GIVEN DATA:

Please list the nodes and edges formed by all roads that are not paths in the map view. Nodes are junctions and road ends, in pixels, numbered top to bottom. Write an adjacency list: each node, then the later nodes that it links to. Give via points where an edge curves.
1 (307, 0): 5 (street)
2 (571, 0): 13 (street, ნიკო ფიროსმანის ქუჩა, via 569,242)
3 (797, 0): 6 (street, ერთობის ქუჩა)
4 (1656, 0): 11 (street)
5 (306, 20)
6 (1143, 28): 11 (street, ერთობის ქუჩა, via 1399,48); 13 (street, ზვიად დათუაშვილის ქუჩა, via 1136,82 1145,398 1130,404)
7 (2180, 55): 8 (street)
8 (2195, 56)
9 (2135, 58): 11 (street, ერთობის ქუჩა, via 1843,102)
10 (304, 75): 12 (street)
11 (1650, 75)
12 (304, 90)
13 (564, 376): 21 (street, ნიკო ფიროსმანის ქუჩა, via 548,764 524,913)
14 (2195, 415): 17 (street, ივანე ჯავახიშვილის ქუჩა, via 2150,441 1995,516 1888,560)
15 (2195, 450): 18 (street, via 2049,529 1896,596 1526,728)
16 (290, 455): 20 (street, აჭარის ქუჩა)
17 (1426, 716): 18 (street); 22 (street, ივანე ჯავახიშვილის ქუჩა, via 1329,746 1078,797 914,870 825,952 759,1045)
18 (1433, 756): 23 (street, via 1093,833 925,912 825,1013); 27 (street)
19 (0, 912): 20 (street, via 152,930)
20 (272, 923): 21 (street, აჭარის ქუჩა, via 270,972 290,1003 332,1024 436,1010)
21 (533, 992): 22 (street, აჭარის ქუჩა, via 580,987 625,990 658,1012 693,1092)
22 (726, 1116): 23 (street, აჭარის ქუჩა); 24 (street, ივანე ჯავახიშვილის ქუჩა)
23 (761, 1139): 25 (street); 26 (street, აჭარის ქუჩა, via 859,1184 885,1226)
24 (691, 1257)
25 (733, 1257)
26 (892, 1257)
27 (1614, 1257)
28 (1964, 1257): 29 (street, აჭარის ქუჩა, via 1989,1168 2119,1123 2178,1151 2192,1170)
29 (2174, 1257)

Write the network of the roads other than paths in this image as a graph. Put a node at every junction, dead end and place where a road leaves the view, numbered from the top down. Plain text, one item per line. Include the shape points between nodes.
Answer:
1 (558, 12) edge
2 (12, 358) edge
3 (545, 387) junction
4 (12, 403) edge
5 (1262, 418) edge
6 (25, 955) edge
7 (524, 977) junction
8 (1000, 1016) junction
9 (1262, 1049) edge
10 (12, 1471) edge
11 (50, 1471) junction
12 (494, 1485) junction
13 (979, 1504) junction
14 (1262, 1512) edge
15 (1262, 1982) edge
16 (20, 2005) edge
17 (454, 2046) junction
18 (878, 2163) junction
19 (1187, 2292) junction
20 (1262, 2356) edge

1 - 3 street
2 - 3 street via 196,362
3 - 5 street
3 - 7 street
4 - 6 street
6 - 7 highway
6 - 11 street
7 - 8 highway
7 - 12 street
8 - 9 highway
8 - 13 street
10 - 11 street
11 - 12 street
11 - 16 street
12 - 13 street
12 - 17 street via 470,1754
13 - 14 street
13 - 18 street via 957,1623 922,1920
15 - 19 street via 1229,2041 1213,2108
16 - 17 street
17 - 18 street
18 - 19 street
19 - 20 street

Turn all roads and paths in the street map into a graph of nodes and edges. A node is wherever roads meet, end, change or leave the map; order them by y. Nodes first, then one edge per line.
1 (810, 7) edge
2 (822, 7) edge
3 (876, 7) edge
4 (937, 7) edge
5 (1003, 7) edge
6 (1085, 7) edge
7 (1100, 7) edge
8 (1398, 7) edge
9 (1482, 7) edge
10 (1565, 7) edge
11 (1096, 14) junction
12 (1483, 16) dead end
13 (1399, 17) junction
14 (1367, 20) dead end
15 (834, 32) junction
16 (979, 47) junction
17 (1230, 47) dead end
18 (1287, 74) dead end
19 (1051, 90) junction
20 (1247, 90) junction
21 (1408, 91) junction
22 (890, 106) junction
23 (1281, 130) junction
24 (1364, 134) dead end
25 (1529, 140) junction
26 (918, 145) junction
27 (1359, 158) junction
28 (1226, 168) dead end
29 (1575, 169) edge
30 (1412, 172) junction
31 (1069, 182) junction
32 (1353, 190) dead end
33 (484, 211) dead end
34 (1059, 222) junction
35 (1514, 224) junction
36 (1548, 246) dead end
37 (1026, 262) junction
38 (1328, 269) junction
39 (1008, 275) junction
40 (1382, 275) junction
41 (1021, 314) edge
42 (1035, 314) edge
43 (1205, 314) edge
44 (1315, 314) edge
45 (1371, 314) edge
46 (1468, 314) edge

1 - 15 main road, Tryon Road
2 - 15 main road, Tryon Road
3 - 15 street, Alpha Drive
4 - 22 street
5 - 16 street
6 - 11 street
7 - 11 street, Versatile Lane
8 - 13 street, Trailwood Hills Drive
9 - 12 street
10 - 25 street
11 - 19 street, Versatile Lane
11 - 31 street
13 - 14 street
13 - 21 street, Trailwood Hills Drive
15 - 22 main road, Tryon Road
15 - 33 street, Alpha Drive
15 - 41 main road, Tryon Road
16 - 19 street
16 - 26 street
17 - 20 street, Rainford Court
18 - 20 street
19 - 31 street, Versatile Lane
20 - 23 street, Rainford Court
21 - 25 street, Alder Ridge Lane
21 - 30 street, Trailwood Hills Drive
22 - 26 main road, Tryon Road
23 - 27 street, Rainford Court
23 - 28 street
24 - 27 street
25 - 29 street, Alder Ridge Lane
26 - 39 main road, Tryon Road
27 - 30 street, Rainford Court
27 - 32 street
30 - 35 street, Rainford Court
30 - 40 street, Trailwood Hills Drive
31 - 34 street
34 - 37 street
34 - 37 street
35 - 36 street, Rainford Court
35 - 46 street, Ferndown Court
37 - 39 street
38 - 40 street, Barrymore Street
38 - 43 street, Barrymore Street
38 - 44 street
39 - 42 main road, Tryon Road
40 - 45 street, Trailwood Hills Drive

REQUIRED WORK:
Please set down all of the records exactly.

COMPLETED TASK:
Please list the nodes and edges formed by all roads that are not paths in the map view. Nodes are junctions and road ends, in pixels, numbered top to bottom. Write an adjacency list: each node, then the later nodes that it links to. Give via points where an edge curves.
1 (307, 0): 5 (street)
2 (571, 0): 13 (street, ნიკო ფიროსმანის ქუჩა, via 569,242)
3 (797, 0): 6 (street, ერთობის ქუჩა)
4 (1656, 0): 11 (street)
5 (306, 20)
6 (1143, 28): 11 (street, ერთობის ქუჩა, via 1399,48); 13 (street, ზვიად დათუაშვილის ქუჩა, via 1136,82 1145,398 1130,404)
7 (2180, 55): 8 (street)
8 (2195, 56)
9 (2135, 58): 11 (street, ერთობის ქუჩა, via 1843,102)
10 (304, 75): 12 (street)
11 (1650, 75)
12 (304, 90)
13 (564, 376): 21 (street, ნიკო ფიროსმანის ქუჩა, via 548,764 524,913)
14 (2195, 415): 17 (street, ივანე ჯავახიშვილის ქუჩა, via 2150,441 1995,516 1888,560)
15 (2195, 450): 18 (street, via 2049,529 1896,596 1526,728)
16 (290, 455): 20 (street, აჭარის ქუჩა)
17 (1426, 716): 18 (street); 22 (street, ივანე ჯავახიშვილის ქუჩა, via 1329,746 1078,797 914,870 825,952 759,1045)
18 (1433, 756): 23 (street, via 1093,833 925,912 825,1013); 27 (street)
19 (0, 912): 20 (street, via 152,930)
20 (272, 923): 21 (street, აჭარის ქუჩა, via 270,972 290,1003 332,1024 436,1010)
21 (533, 992): 22 (street, აჭარის ქუჩა, via 580,987 625,990 658,1012 693,1092)
22 (726, 1116): 23 (street, აჭარის ქუჩა); 24 (street, ივანე ჯავახიშვილის ქუჩა)
23 (761, 1139): 25 (street); 26 (street, აჭარის ქუჩა, via 859,1184 885,1226)
24 (691, 1257)
25 (733, 1257)
26 (892, 1257)
27 (1614, 1257)
28 (1964, 1257): 29 (street, აჭარის ქუჩა, via 1989,1168 2119,1123 2178,1151 2192,1170)
29 (2174, 1257)

Write the network of the roads other than paths in this image as a graph. Put a node at every junction, dead end and place where a road leaves the view, numbered from the top down. Plain text, one item per line. Include the shape points between nodes.
Answer:
1 (558, 12) edge
2 (12, 358) edge
3 (545, 387) junction
4 (12, 403) edge
5 (1262, 418) edge
6 (25, 955) edge
7 (524, 977) junction
8 (1000, 1016) junction
9 (1262, 1049) edge
10 (12, 1471) edge
11 (50, 1471) junction
12 (494, 1485) junction
13 (979, 1504) junction
14 (1262, 1512) edge
15 (1262, 1982) edge
16 (20, 2005) edge
17 (454, 2046) junction
18 (878, 2163) junction
19 (1187, 2292) junction
20 (1262, 2356) edge

1 - 3 street
2 - 3 street via 196,362
3 - 5 street
3 - 7 street
4 - 6 street
6 - 7 highway
6 - 11 street
7 - 8 highway
7 - 12 street
8 - 9 highway
8 - 13 street
10 - 11 street
11 - 12 street
11 - 16 street
12 - 13 street
12 - 17 street via 470,1754
13 - 14 street
13 - 18 street via 957,1623 922,1920
15 - 19 street via 1229,2041 1213,2108
16 - 17 street
17 - 18 street
18 - 19 street
19 - 20 street

Turn all roads and paths in the street map into a graph of nodes and edges. A node is wherever roads meet, end, change or leave the map; order them by y. Nodes first, then one edge per line.
1 (810, 7) edge
2 (822, 7) edge
3 (876, 7) edge
4 (937, 7) edge
5 (1003, 7) edge
6 (1085, 7) edge
7 (1100, 7) edge
8 (1398, 7) edge
9 (1482, 7) edge
10 (1565, 7) edge
11 (1096, 14) junction
12 (1483, 16) dead end
13 (1399, 17) junction
14 (1367, 20) dead end
15 (834, 32) junction
16 (979, 47) junction
17 (1230, 47) dead end
18 (1287, 74) dead end
19 (1051, 90) junction
20 (1247, 90) junction
21 (1408, 91) junction
22 (890, 106) junction
23 (1281, 130) junction
24 (1364, 134) dead end
25 (1529, 140) junction
26 (918, 145) junction
27 (1359, 158) junction
28 (1226, 168) dead end
29 (1575, 169) edge
30 (1412, 172) junction
31 (1069, 182) junction
32 (1353, 190) dead end
33 (484, 211) dead end
34 (1059, 222) junction
35 (1514, 224) junction
36 (1548, 246) dead end
37 (1026, 262) junction
38 (1328, 269) junction
39 (1008, 275) junction
40 (1382, 275) junction
41 (1021, 314) edge
42 (1035, 314) edge
43 (1205, 314) edge
44 (1315, 314) edge
45 (1371, 314) edge
46 (1468, 314) edge

1 - 15 main road, Tryon Road
2 - 15 main road, Tryon Road
3 - 15 street, Alpha Drive
4 - 22 street
5 - 16 street
6 - 11 street
7 - 11 street, Versatile Lane
8 - 13 street, Trailwood Hills Drive
9 - 12 street
10 - 25 street
11 - 19 street, Versatile Lane
11 - 31 street
13 - 14 street
13 - 21 street, Trailwood Hills Drive
15 - 22 main road, Tryon Road
15 - 33 street, Alpha Drive
15 - 41 main road, Tryon Road
16 - 19 street
16 - 26 street
17 - 20 street, Rainford Court
18 - 20 street
19 - 31 street, Versatile Lane
20 - 23 street, Rainford Court
21 - 25 street, Alder Ridge Lane
21 - 30 street, Trailwood Hills Drive
22 - 26 main road, Tryon Road
23 - 27 street, Rainford Court
23 - 28 street
24 - 27 street
25 - 29 street, Alder Ridge Lane
26 - 39 main road, Tryon Road
27 - 30 street, Rainford Court
27 - 32 street
30 - 35 street, Rainford Court
30 - 40 street, Trailwood Hills Drive
31 - 34 street
34 - 37 street
34 - 37 street
35 - 36 street, Rainford Court
35 - 46 street, Ferndown Court
37 - 39 street
38 - 40 street, Barrymore Street
38 - 43 street, Barrymore Street
38 - 44 street
39 - 42 main road, Tryon Road
40 - 45 street, Trailwood Hills Drive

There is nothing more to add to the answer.